» About this task
Which lines of the data below contain "from"? Please show them all.

» Supplied information
******

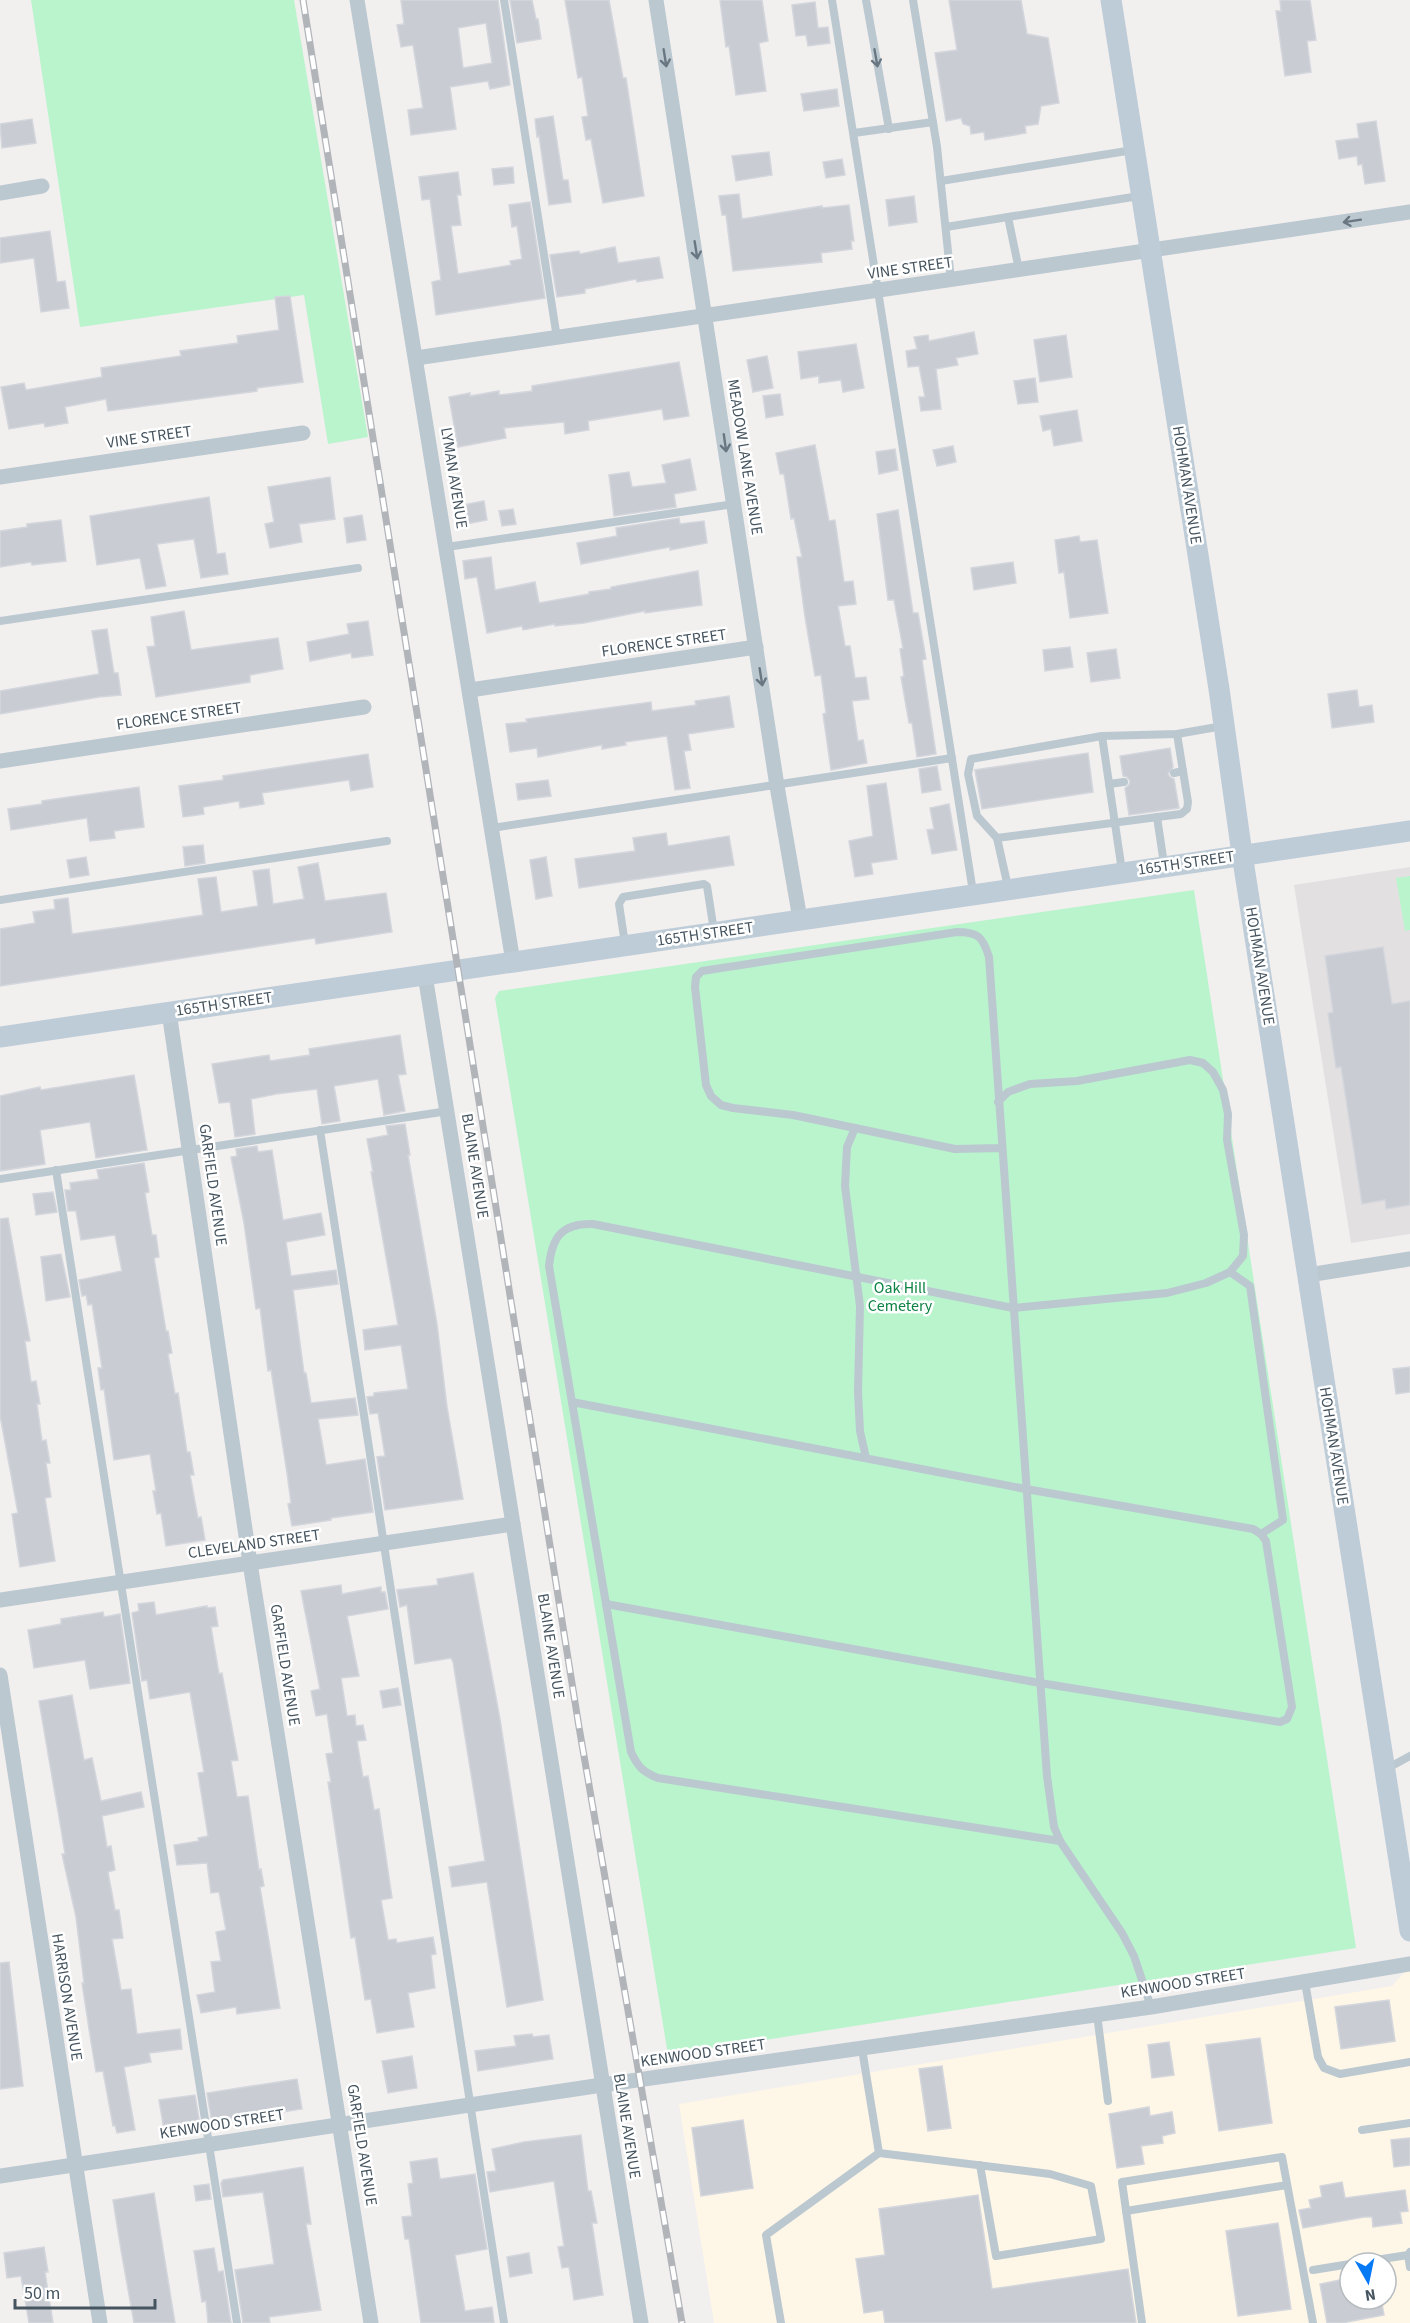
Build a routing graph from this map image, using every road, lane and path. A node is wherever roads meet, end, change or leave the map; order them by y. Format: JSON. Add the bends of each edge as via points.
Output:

******

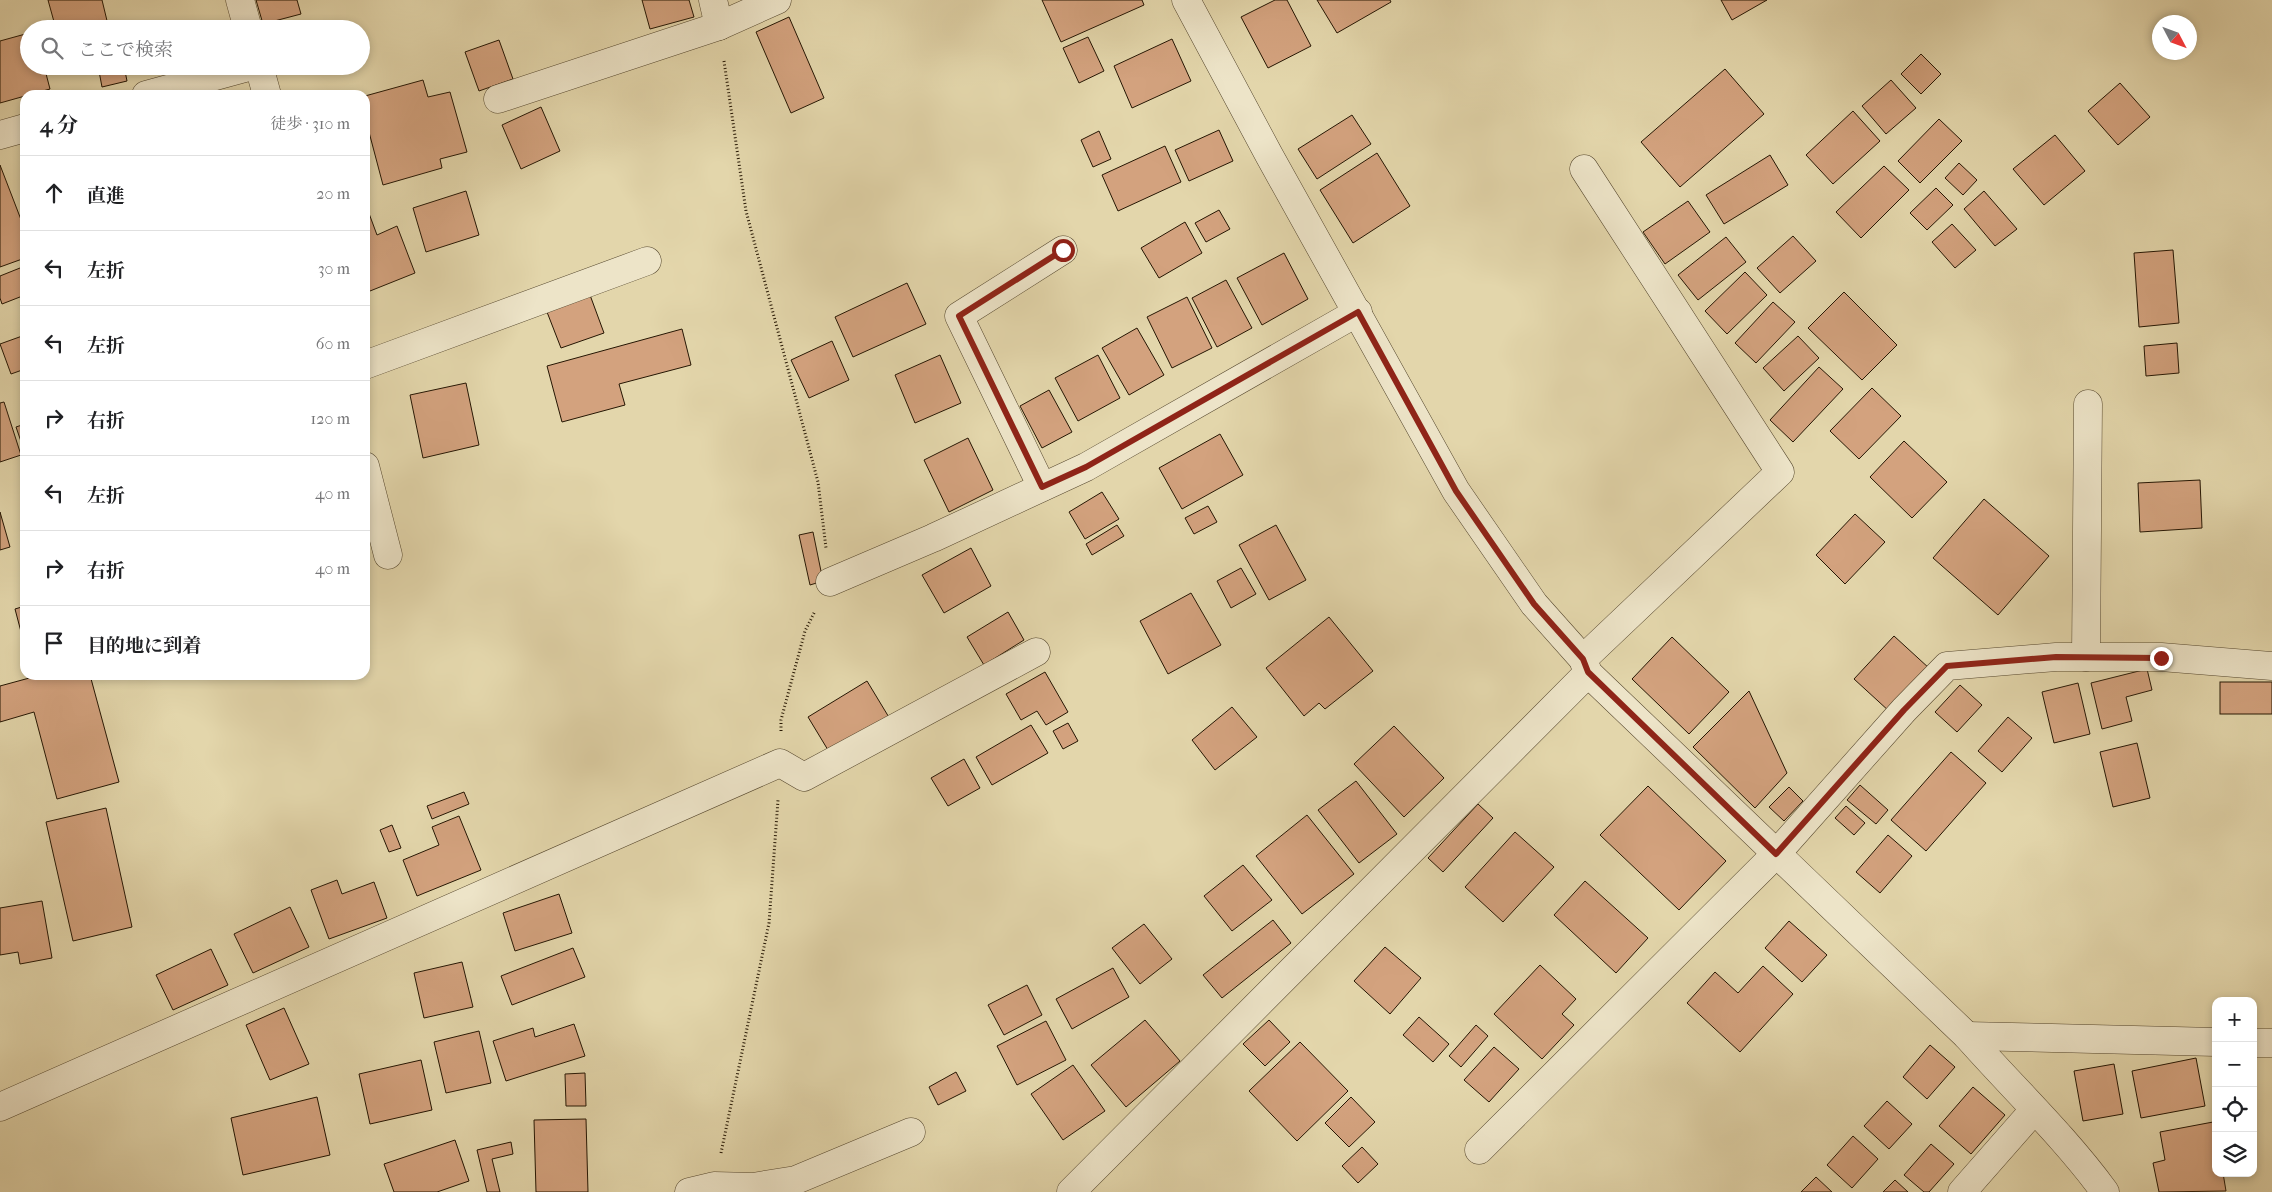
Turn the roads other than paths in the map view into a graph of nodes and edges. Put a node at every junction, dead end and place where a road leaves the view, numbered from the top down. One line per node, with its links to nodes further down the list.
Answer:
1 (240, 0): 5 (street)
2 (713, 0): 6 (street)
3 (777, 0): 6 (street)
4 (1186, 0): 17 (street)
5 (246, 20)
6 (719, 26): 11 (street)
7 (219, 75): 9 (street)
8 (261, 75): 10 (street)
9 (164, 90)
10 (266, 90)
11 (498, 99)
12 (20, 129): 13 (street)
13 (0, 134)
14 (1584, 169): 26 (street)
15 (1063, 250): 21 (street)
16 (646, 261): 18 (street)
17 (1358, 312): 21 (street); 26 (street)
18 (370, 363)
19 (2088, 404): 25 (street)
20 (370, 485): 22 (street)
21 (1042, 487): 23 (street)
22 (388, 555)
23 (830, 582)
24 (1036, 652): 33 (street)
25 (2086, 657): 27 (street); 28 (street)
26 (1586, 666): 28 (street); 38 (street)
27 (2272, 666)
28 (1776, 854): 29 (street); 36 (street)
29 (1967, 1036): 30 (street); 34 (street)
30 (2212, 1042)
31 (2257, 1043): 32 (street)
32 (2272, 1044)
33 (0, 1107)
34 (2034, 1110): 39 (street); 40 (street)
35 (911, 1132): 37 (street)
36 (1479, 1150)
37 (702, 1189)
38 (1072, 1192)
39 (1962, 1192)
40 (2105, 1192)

******

» Task solution
Build a routing graph from this map image, using every road, lane and path. A node is wherever roads meet, end, change or leave the map; order them by y. Format: JSON. Add the bends of each edge as via points.
Turn the roads other than paths in the map view into a graph of nodes and edges. Put a node at every junction, dead end and place where a road leaves the view, numbered from the top down. One line per node, with its links to nodes further down the list.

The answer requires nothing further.